- [Try it]
Return the data verbatim, without pictures.

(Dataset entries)
• • • • • • •

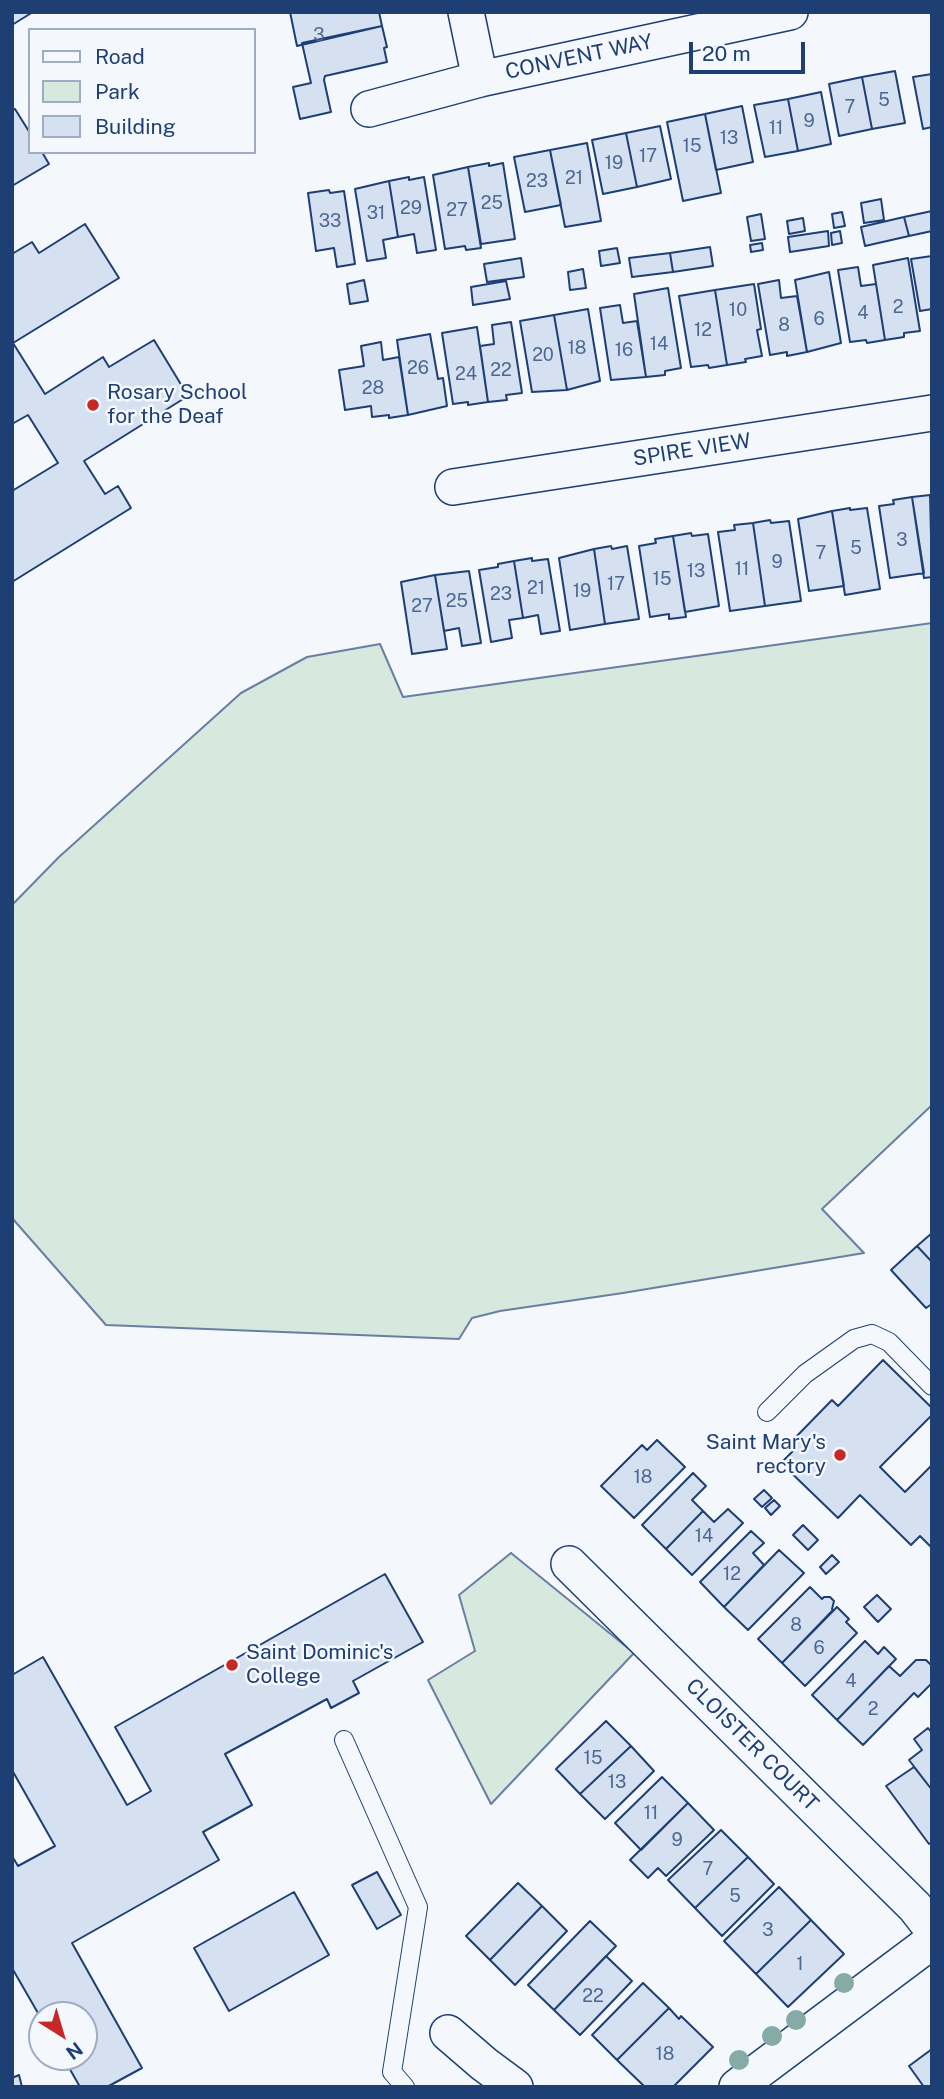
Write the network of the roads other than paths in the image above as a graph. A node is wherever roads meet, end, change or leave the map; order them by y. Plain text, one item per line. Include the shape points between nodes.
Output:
1 (466, 12) edge
2 (790, 12) edge
3 (480, 79) junction
4 (369, 108) dead end
5 (932, 412) edge
6 (453, 487) dead end
7 (932, 1386) edge
8 (767, 1412) dead end
9 (569, 1564) dead end
10 (344, 1740) dead end
11 (932, 1929) edge
12 (932, 1941) edge
13 (448, 2033) dead end
14 (405, 2087) edge
15 (515, 2087) edge
16 (737, 2087) edge

1 - 3 street
2 - 3 street, CONVENT WAY
3 - 4 street, CONVENT WAY
5 - 6 street, SPIRE VIEW
7 - 8 lane via 889,1342 872,1334 854,1339 805,1374
9 - 11 street, CLOISTER COURT
10 - 14 lane via 418,1907 393,2072
12 - 16 street
13 - 15 street

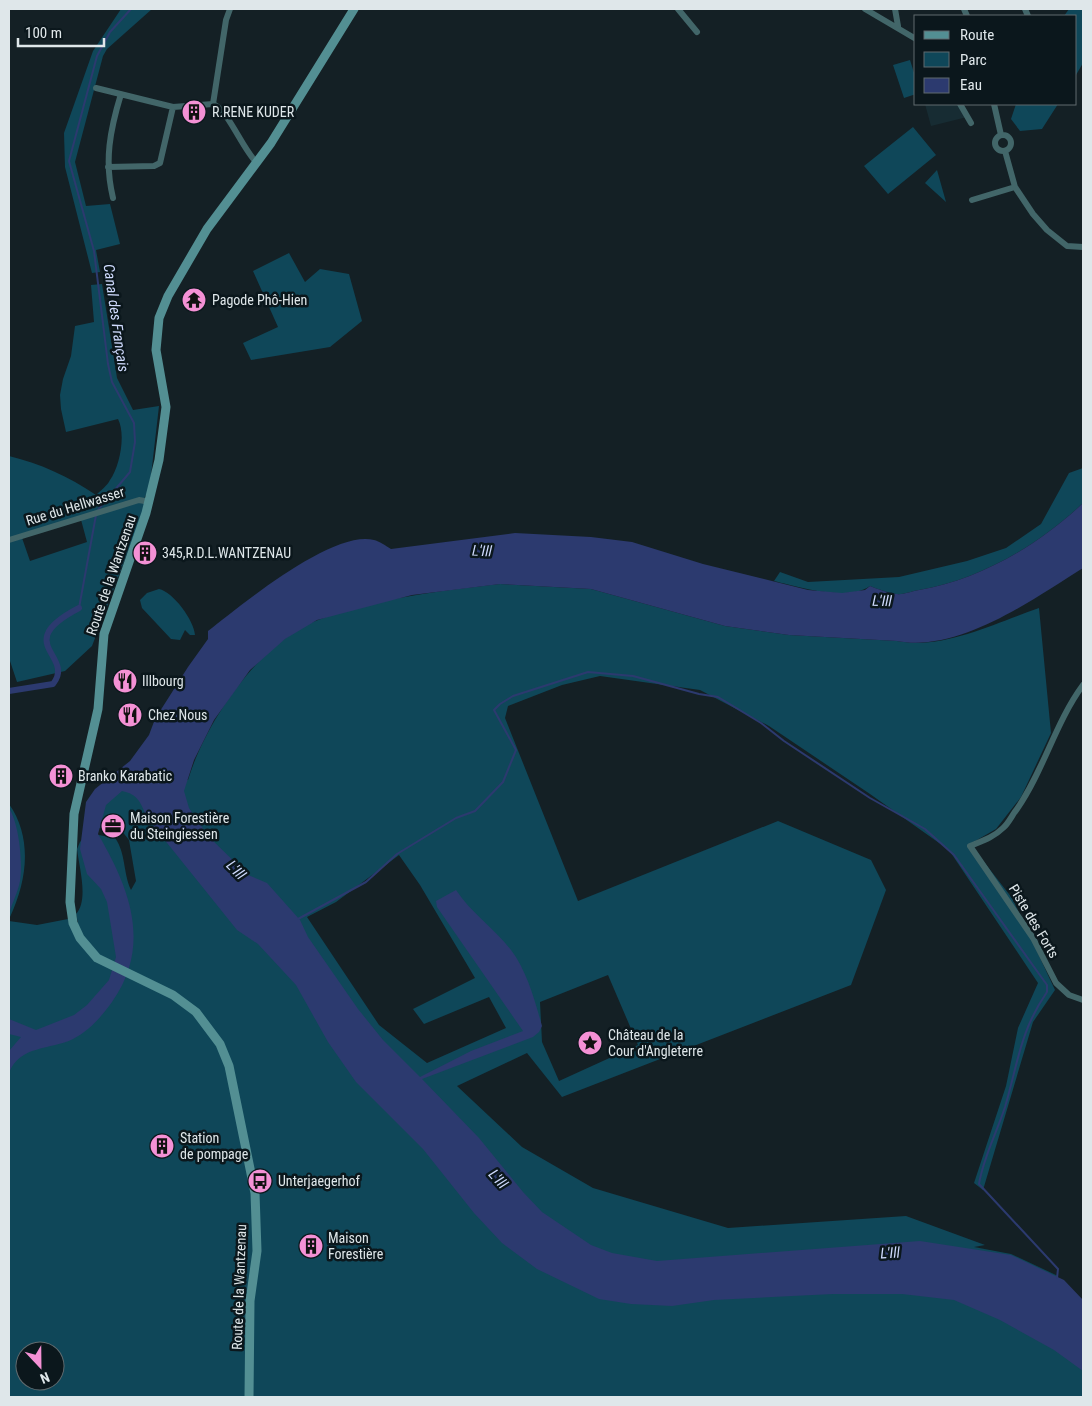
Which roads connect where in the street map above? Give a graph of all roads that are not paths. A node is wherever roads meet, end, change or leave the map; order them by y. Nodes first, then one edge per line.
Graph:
1 (230, 9) edge
2 (354, 9) edge
3 (678, 9) edge
4 (866, 9) edge
5 (895, 9) edge
6 (898, 26) junction
7 (697, 32) dead end
8 (914, 38) edge
9 (96, 88) dead end
10 (121, 94) junction
11 (212, 104) junction
12 (961, 105) edge
13 (994, 105) edge
14 (173, 107) junction
15 (971, 123) dead end
16 (1001, 135) junction
17 (1005, 151) junction
18 (256, 162) junction
19 (108, 167) junction
20 (1015, 188) junction
21 (113, 198) dead end
22 (972, 200) dead end
23 (1083, 247) edge
24 (150, 502) junction
25 (9, 540) edge
26 (1083, 685) edge
27 (1083, 1000) edge
28 (249, 1397) edge

1 - 11 street
2 - 18 main road, Route de la Wantzenau
3 - 7 street
4 - 6 street
5 - 6 street
6 - 8 street
9 - 10 street
10 - 14 street
10 - 19 street
11 - 14 street
11 - 18 street
12 - 15 street
13 - 16 street
14 - 19 street
16 - 17 street
16 - 17 street
17 - 20 street
18 - 24 main road, Route de la Wantzenau
19 - 21 street
20 - 22 street
20 - 23 street
24 - 25 street, Rue du Hellwasser
24 - 28 main road, Route de la Wantzenau
26 - 27 street, Piste des Forts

• • • • • • •

- [Answer box]
Write the network of the roads other than paths in the image above as a graph. A node is wherever roads meet, end, change or leave the map; order them by y. Plain text, one item per line. Include the shape points between nodes.
Output:
1 (466, 12) edge
2 (790, 12) edge
3 (480, 79) junction
4 (369, 108) dead end
5 (932, 412) edge
6 (453, 487) dead end
7 (932, 1386) edge
8 (767, 1412) dead end
9 (569, 1564) dead end
10 (344, 1740) dead end
11 (932, 1929) edge
12 (932, 1941) edge
13 (448, 2033) dead end
14 (405, 2087) edge
15 (515, 2087) edge
16 (737, 2087) edge

1 - 3 street
2 - 3 street, CONVENT WAY
3 - 4 street, CONVENT WAY
5 - 6 street, SPIRE VIEW
7 - 8 lane via 889,1342 872,1334 854,1339 805,1374
9 - 11 street, CLOISTER COURT
10 - 14 lane via 418,1907 393,2072
12 - 16 street
13 - 15 street

Which roads connect where in the street map above? Give a graph of all roads that are not paths. A node is wherever roads meet, end, change or leave the map; order them by y. Nodes first, then one edge per line.
Graph:
1 (230, 9) edge
2 (354, 9) edge
3 (678, 9) edge
4 (866, 9) edge
5 (895, 9) edge
6 (898, 26) junction
7 (697, 32) dead end
8 (914, 38) edge
9 (96, 88) dead end
10 (121, 94) junction
11 (212, 104) junction
12 (961, 105) edge
13 (994, 105) edge
14 (173, 107) junction
15 (971, 123) dead end
16 (1001, 135) junction
17 (1005, 151) junction
18 (256, 162) junction
19 (108, 167) junction
20 (1015, 188) junction
21 (113, 198) dead end
22 (972, 200) dead end
23 (1083, 247) edge
24 (150, 502) junction
25 (9, 540) edge
26 (1083, 685) edge
27 (1083, 1000) edge
28 (249, 1397) edge

1 - 11 street
2 - 18 main road, Route de la Wantzenau
3 - 7 street
4 - 6 street
5 - 6 street
6 - 8 street
9 - 10 street
10 - 14 street
10 - 19 street
11 - 14 street
11 - 18 street
12 - 15 street
13 - 16 street
14 - 19 street
16 - 17 street
16 - 17 street
17 - 20 street
18 - 24 main road, Route de la Wantzenau
19 - 21 street
20 - 22 street
20 - 23 street
24 - 25 street, Rue du Hellwasser
24 - 28 main road, Route de la Wantzenau
26 - 27 street, Piste des Forts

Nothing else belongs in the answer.